For a play originally dreamt up on a small Scottish island, intended for simple, scaled-back performances, Islander has been on an interesting journey.
First performed on a tour of the Highlands and Islands in 2018, the play – written by Stewart Melton with music and lyrics by Dundee-born Finn Anderson and starring Kirsty Findlay and Bethany Tennick – has now been reimagined on film.
Based on the original stage show, it is being presented jointly by Dundee Rep and Eden Court Theatre in Inverness. And both are showing it in different ways.
Following its world premiere in Inverness on August 26 at Eden Court’s cinema it will run on the big screen there until the beginning of September. Meanwhile, it can be steamed via Rep Studios from August 27.
How it started
Composer and musician Finn Anderson was born in Dundee and raised in the East Neuk of Fife. The 28-year-old will be in attendance at the red carpet premiere.
Finn explains: “It started on the Isle of Mull. We went out there and did some development time on it in 2017. Then it did a tour of the Highlands and Islands and went to small theatres, community and town halls in 2018. It went to the Fringe in 2019.”
It won an award at the Fringe and continued its success with an off-West End run, followed by a BBC Radio 4 adaptation.

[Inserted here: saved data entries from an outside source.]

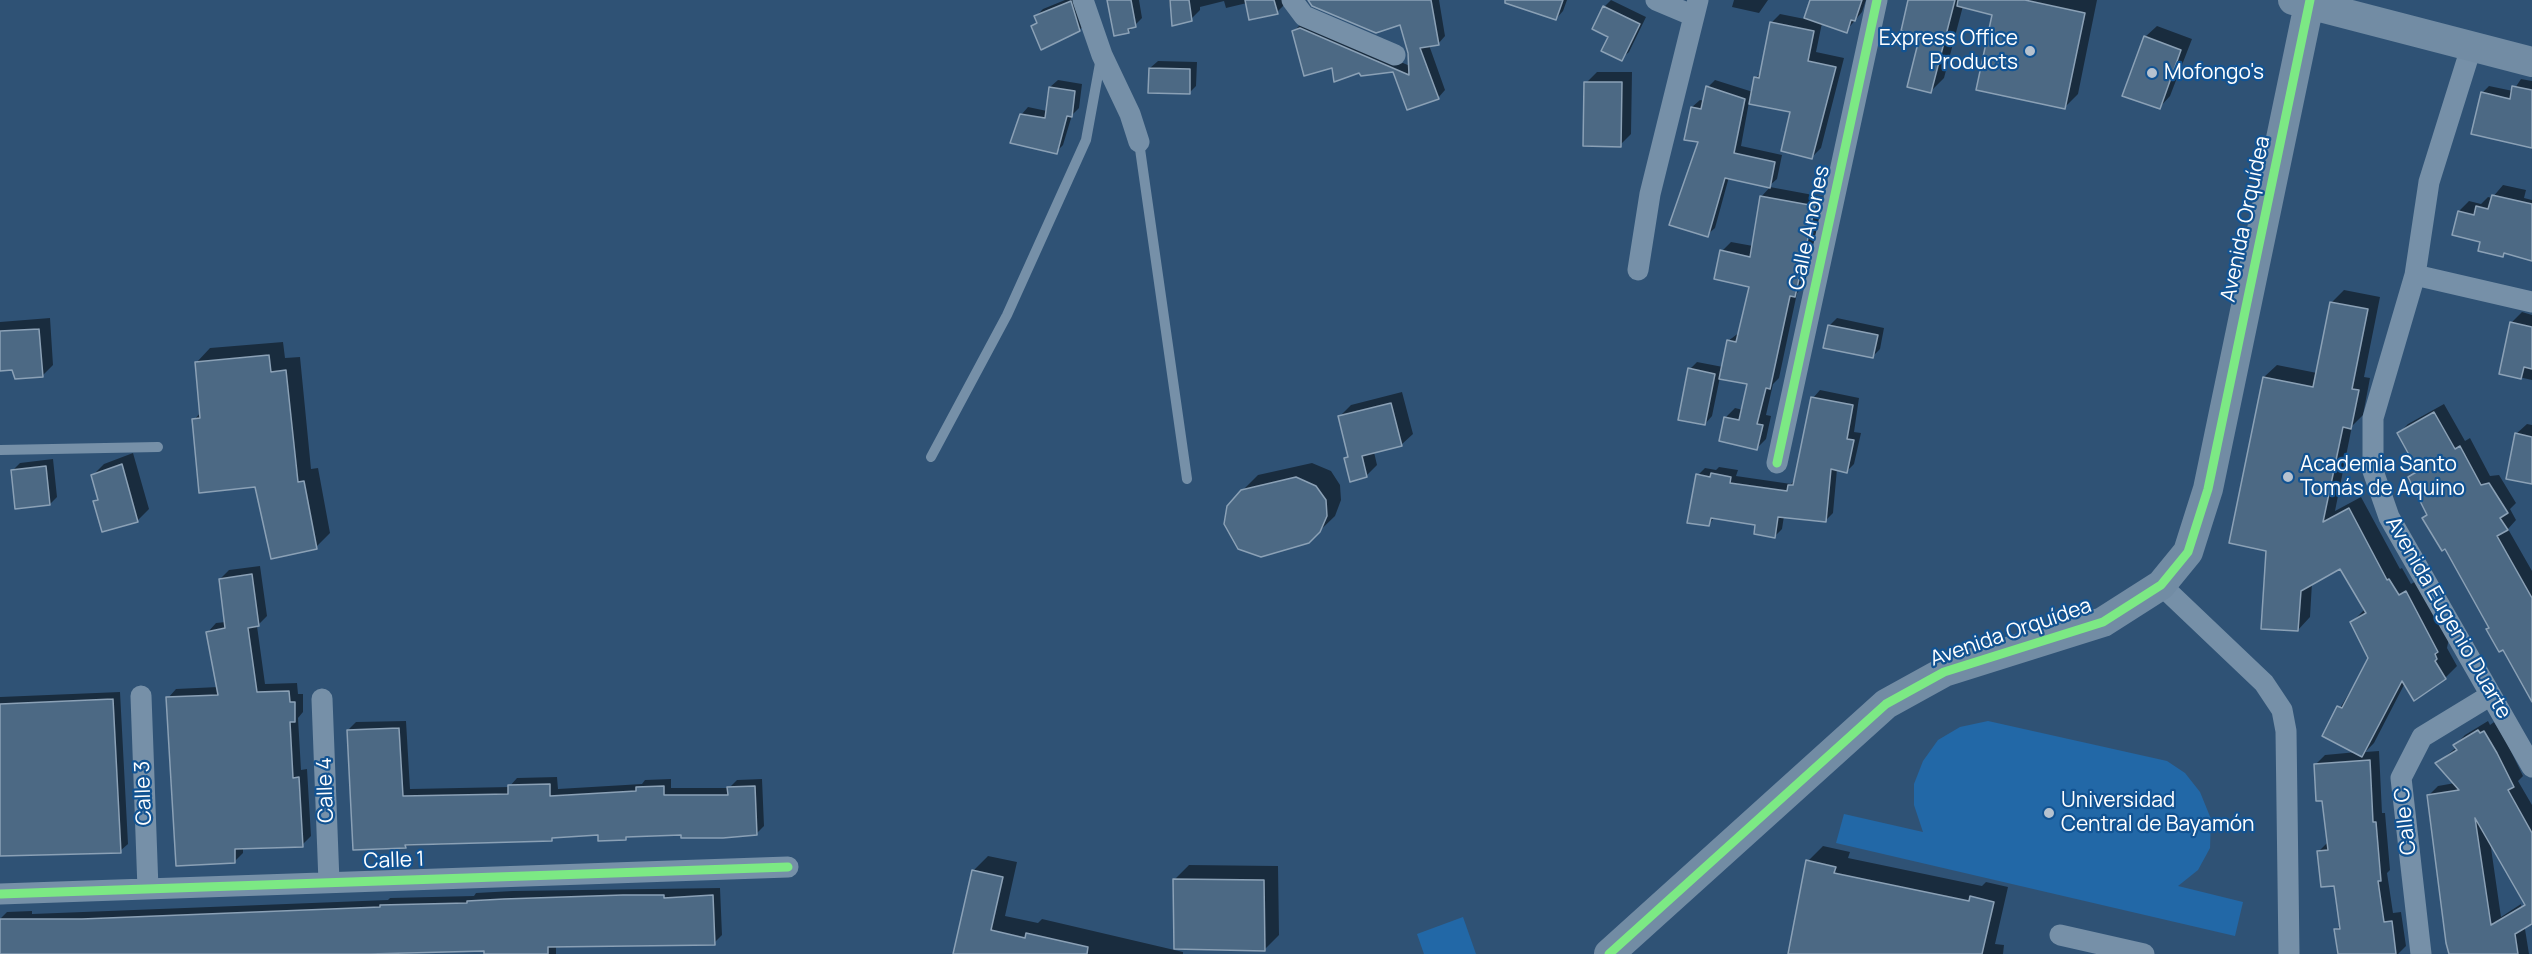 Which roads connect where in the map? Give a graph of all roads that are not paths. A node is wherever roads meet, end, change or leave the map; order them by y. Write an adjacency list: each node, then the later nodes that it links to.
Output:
1 (1083, 0): 8 (street)
2 (1292, 0): 9 (street)
3 (1656, 0): 6 (street)
4 (1877, 0): 18 (street, Calle Anones)
5 (2304, 1): 7 (street); 20 (street, Avenida Orquídea)
6 (1696, 8): 12 (street)
7 (2471, 48): 10 (street); 13 (street, Avenida Eugenio Duarte)
8 (1102, 55): 11 (street); 17 (lane)
9 (1395, 55)
10 (2532, 62)
11 (1139, 142): 19 (lane)
12 (1638, 270)
13 (2415, 275): 14 (street); 21 (street, Avenida Eugenio Duarte)
14 (2532, 302)
15 (158, 447): 16 (lane)
16 (0, 450)
17 (931, 457)
18 (1778, 463)
19 (1187, 479)
20 (2161, 585): 30 (street, Avenida Orquídea); 32 (street)
21 (2491, 695): 24 (street, Avenida Eugenio Duarte); 33 (street, Calle C)
22 (141, 696): 27 (street, Calle 3)
23 (322, 699): 26 (street, Calle 4)
24 (2532, 767)
25 (788, 867): 26 (street, Calle 1)
26 (329, 882): 27 (street, Calle 1)
27 (148, 889): 28 (street, Calle 1)
28 (0, 894)
29 (2060, 934): 31 (street)
30 (1609, 954)
31 (2144, 954)
32 (2289, 954)
33 (2421, 954)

Finn goes on: “I think the really beautiful thing about Islander is it began as a very small project – something that would be just two actors and it would be able to tour small places. Because of that, it’s been able to grow and go to different places and it’s surprising it can resonate with an audience in London as much as it can with one in the Highlands of Scotland.”
What’s Islander about?
Eilidh dreams of a new life beyond her lonely island, so when the tide washes a mysterious stranger onto her beach, her life changes forever. The result is an epic tale set against the backdrop of Finn’s Scottish folk-inspired score.
Directed by Amy Draper, the two-hander cast of Kirsty Findlay and Bethany Tennick perform a whole host of characters while weaving, building and layering their voices using looping technology to create an expansive, ethereal soundscape.
Islander has travelled with Finn since its inception and he says the filmed version stays true to his original score.
“For the radio version, it was a lot shorter, so there were quite a lot of changes. For the filmed version, the music and lyrics are pretty much identical to the stage show.
“It’s been a real challenge to keep the intimacy and the immediacy and the folk-storytelling nature of the original show. We also wanted to create something that felt like a different experience for the screen. I think we’ve managed to do that.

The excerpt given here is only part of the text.